Magazine article Public Finance

Feeling the Chill

Magazine article Public Finance

Feeling the Chill

Article excerpt

WINTER CAN BE a difficult time for local authorities as they have to counter the often costly effects of extreme weather conditions. The winters of 2009 and 2010 were notable examples. Prolonged periods of sub-zero temperatures and sudden snow flurries caused a host of problems, leaving councils with huge repair bills totalling millions of pounds.

For social housing, the consequences of burst water pipes can be particularly costly. Since 2006, insurance claims in the sector as a result of this damage have risen by 55% and the average cost per claim by 91%.

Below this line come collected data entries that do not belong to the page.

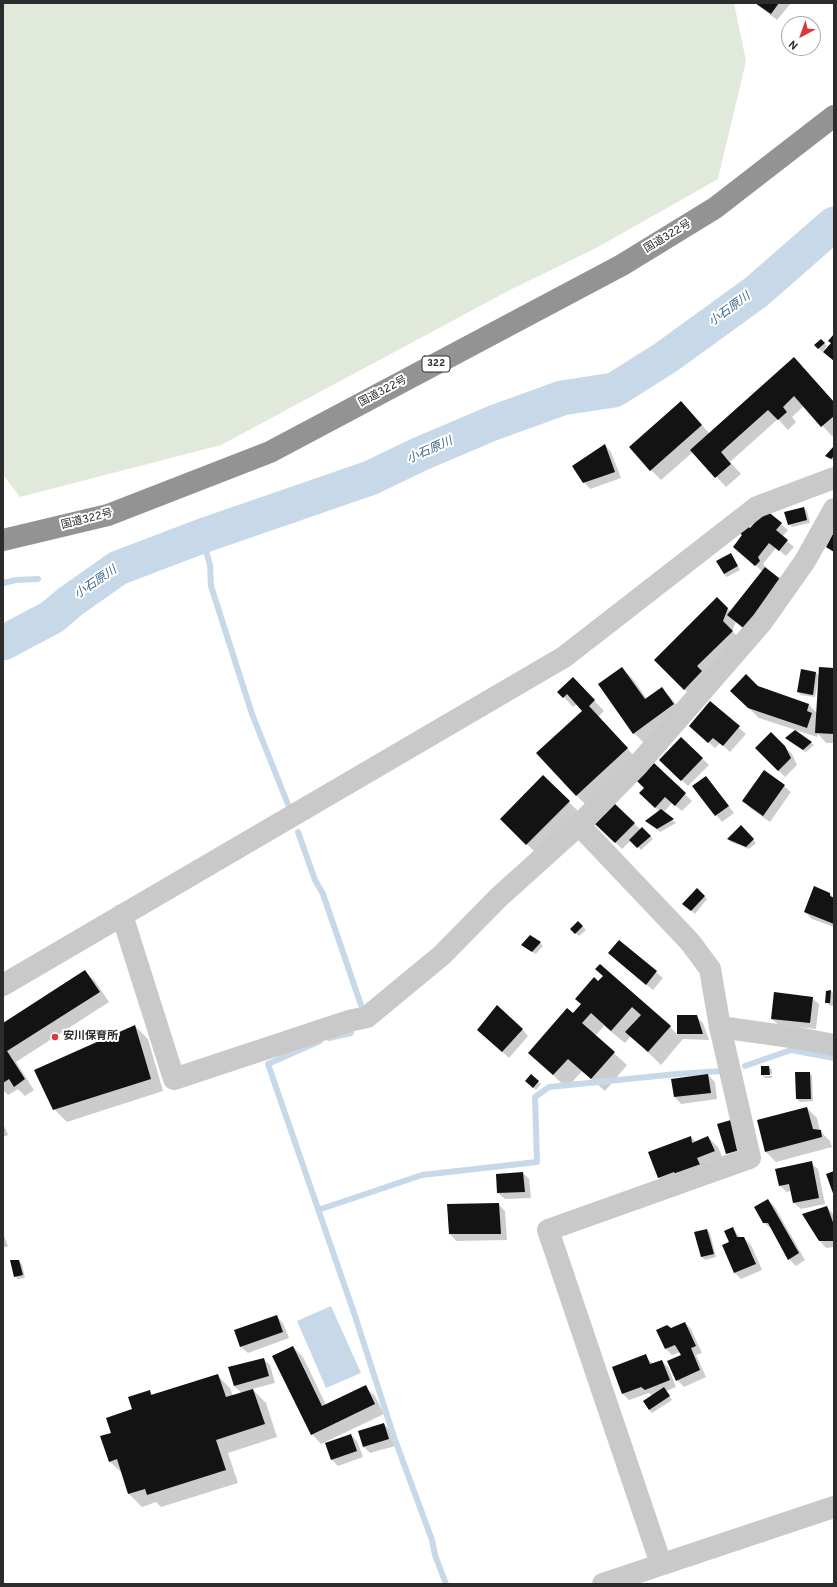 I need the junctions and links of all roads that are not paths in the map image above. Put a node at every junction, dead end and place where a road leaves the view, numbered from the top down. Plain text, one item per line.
1 (834, 116) edge
2 (834, 478) edge
3 (834, 509) edge
4 (3, 540) edge
5 (579, 825) junction
6 (122, 915) junction
7 (3, 985) edge
8 (720, 1027) junction
9 (834, 1045) edge
10 (834, 1508) edge
11 (661, 1564) junction
12 (603, 1584) edge

1 - 4 highway, 国道322号 / 322
2 - 6 street
3 - 5 street
5 - 6 street
5 - 8 street
6 - 7 street
8 - 9 street
8 - 11 street
10 - 11 street
11 - 12 street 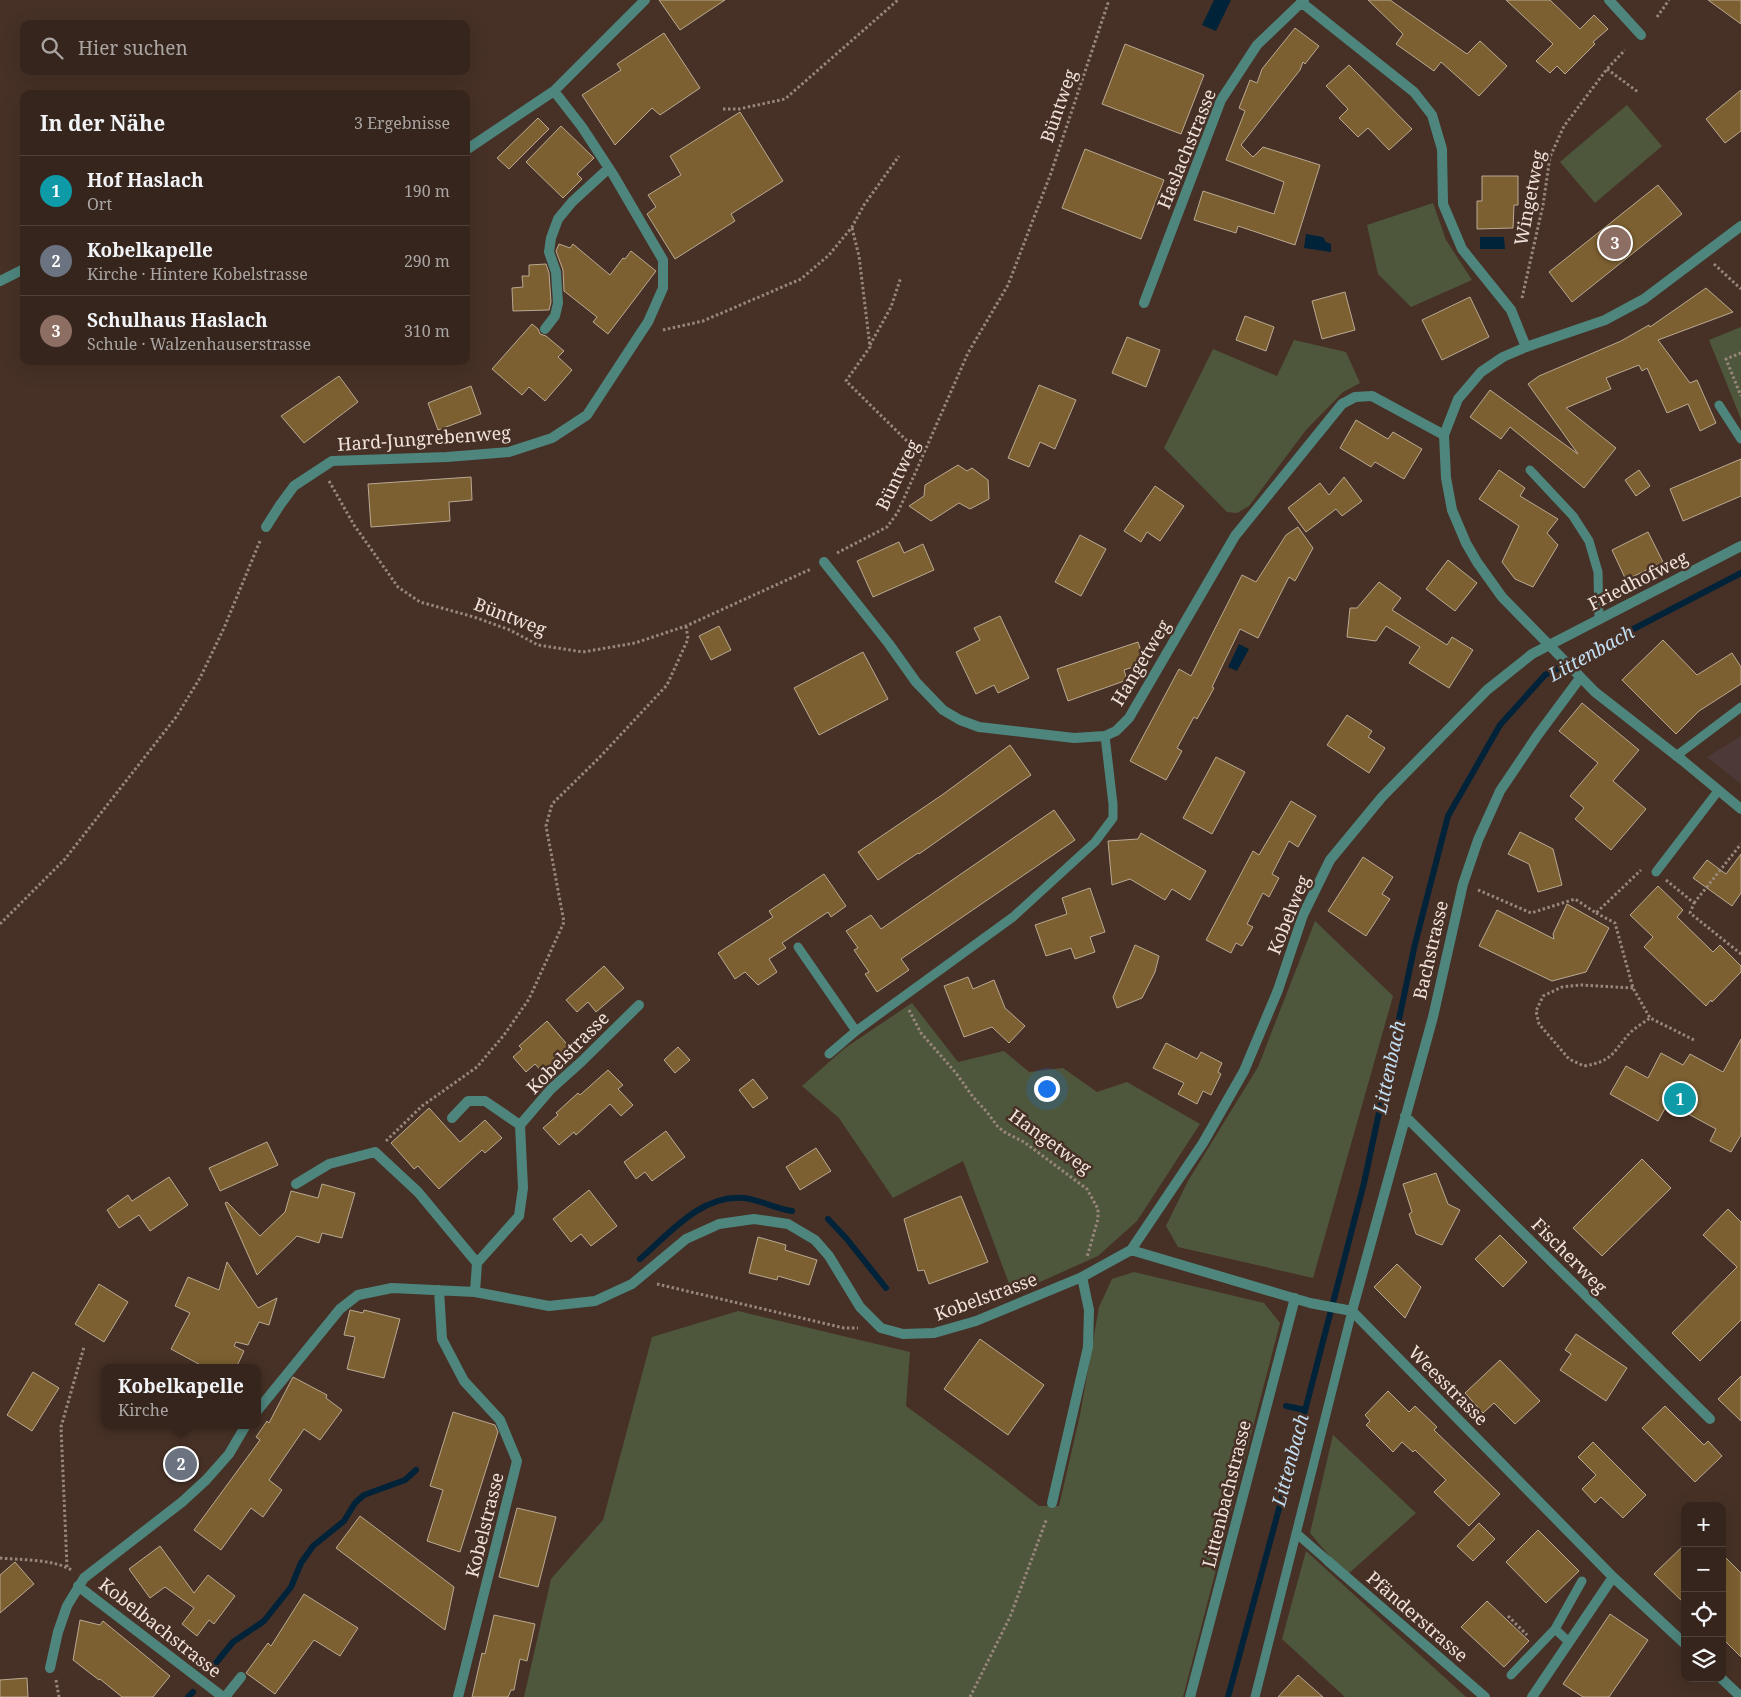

There are, however, simple steps that housing providers and councils can take in preparation, to help minimise problems and their potential cost.

For the winter months, it is often recommended that frost thermostats are fitted and set to 4C-5C. But the recent cold snaps have caused experts to revise this upwards to 10C, to prevent the overall temperature dropping and causing pipes to freeze in the first place.

This can, of course, mean an increase in fuel bills in some instances. So providers will need to demonstrate to tenants the balance between increased costs and the prevention of damage.

Education, information and communication are vital. Residents need to understand, for example, how to conserve energy. They also need to know where their stopcock is, so they can turn off the water should a leak occur. This collaboration with tenants should be combined with a building maintenance programme all year round to check for problems in the making, such as uninsulated pipes.

The maintenance programme should extend beyond pipes and into the wider housing complex, to ensure that even the smallest signs of damage are caught quickly and before they require costly repairs. It is important to ensure that roofs and chimneys are ready to withstand bad weather. Any small weakness could be a risk, rapidly becoming a route for water. …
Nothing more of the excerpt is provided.